Minnesota will likely qualify for a wild-card berth -- a loss by either Carolina or St. Louis this weekend will allow the Vikings to back into postseason play -- but there continues to be something missing with this team. Certainly the Vikings possess some of the league's most scintillating playmakers, but this is not a club of notable grit.

At one point in what was an incredibly entertaining game, Vikings quarterback Daunte Culpepper authored touchdown passes on three consecutive throws: a 12-yarder to wide receiver Randy Moss, a 68-yard score by wideout Nate Burleson, and a 38-yard screen pass to tailback Michael Bennett. On the first score of the unusual trifecta, Moss pushed off in the end zone, creating sufficient separation from Green Bay cornerback Al Harris, as Culpepper scrambled to his right.
Ryan Longwell
The Packers capped off the game-winning drive with Longwell's game-winning field goal.
But on the next two touchdowns, Burleson and Bennett didn't need to shove off, since Green Bay tacklers essentially sloughed off.
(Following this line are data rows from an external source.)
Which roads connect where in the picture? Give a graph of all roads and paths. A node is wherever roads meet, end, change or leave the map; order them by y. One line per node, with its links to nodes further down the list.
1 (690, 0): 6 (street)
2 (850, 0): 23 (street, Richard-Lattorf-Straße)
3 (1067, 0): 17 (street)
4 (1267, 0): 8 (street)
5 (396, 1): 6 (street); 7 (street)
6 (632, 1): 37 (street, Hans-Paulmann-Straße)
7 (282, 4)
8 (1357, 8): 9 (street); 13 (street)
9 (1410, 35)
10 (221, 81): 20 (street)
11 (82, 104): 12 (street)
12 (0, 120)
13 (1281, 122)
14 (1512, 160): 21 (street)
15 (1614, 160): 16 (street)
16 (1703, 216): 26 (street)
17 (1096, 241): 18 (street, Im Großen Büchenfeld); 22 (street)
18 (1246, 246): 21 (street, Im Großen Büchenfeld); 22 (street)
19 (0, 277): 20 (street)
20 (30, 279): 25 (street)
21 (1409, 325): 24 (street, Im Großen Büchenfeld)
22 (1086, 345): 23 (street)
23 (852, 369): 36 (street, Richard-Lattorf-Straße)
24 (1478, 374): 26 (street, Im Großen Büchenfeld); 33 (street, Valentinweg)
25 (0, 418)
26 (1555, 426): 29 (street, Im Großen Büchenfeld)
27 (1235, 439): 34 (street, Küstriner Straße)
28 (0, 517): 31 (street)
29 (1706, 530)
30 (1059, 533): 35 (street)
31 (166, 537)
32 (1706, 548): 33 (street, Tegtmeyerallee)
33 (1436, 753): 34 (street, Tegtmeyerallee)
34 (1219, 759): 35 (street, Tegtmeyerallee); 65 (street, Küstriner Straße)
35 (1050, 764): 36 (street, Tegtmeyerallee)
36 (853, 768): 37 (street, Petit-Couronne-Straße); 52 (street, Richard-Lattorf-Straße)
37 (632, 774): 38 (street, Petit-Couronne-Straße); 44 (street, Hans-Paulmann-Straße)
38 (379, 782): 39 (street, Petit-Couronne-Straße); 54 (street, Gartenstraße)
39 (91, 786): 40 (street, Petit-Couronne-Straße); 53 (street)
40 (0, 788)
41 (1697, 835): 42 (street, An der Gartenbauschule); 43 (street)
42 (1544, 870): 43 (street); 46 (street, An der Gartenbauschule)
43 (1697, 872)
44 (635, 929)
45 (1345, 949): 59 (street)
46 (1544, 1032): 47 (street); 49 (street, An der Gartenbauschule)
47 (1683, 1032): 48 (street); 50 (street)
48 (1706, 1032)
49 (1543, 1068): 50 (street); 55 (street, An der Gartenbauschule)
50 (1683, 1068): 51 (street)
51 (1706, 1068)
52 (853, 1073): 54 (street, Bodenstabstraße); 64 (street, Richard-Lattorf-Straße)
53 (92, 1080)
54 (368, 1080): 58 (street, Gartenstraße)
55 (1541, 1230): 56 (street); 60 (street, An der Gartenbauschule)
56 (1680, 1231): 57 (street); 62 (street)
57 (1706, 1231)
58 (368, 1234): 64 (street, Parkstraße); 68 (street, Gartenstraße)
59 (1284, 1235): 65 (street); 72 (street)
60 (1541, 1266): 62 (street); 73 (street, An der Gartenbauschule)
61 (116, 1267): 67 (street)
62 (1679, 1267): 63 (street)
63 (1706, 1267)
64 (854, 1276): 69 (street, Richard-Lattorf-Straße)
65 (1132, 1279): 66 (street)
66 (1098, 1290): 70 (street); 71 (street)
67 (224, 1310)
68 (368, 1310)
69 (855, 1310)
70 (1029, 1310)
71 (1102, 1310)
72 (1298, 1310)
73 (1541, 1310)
On the Burleson touchdown which lifted the Vikings into a 14-7 lead, Packers rookie and first-round cornerback Ahmad Carroll badly missed on a tackle attempt and then safety Darren Sharper overran the play. The Bennett score, which nudged Minnesota back into a 21-14 advantage resulted from poor effort and even worse tackling technique from middle linebacker Nick Barnett and another first-year corner, third-rounder Joey Thomas.

"Yeah, it was kind of uncharacteristic for us to miss so many tackles, and it got to the point where it was like an epidemic," said Sharper. "It was like, we were out there saying to ourselves, 'Can somebody please make a tackle here, huh?' But at least we got better as the game wore on."

The Vikings, on the flip side, grew markedly worse. The Minnesota linebackers and the secondary corps have been suspect much of the season, don't take the ball away very often, and aren't particularly sound. Little wonder Favre threw for 365 yards, completing 30 of 43 attempts, with three touchdown passes and one interception.

The interception, a terrific individual play by weakside linebacker Chris Claiborne, who returned the theft 15 yards for a go-ahead touchdown with 8:18 remaining in the game, represented Favre's one glaring error. But unlike other outings, where he has been prone to throwing interceptions in bunches, the Packers star hardly panicked. Probably because he knew he could get the ball to his receivers underneath the Minnesota coverages, and allow them to author meaningful plays.

Favre came back from the interception to march the Packers 80 yards in 13 plays, tying the contest on a three-yard inside bullet to Driver on fourth-and-goal with just 3:34 left. And then after the Packers defense forced a punt, on a drive in which the Vikings simply shot themselves in the foot with two offensive line penalties, Favre went to work on the game-winning foray.

"These guys are great receivers and they're going to make plays for you," Favre said. "Sometimes you just have to get it to them and let them do their thing, you know?"

Indeed, the impressive Walker is a physically imposing receiver, a wideout who can just run through tackles. And Driver is a resourceful player with an uncanny knack for finding a hole in the secondary on critical, third-down plays. The two combined for 16 catches, 252 yards and two touchdowns on Friday afternoon, and served notice that the Packers might be a team capable of venturing surprisingly deep into the playoffs.

Especially if their postseason opponents don't tackle any better than the Vikings did.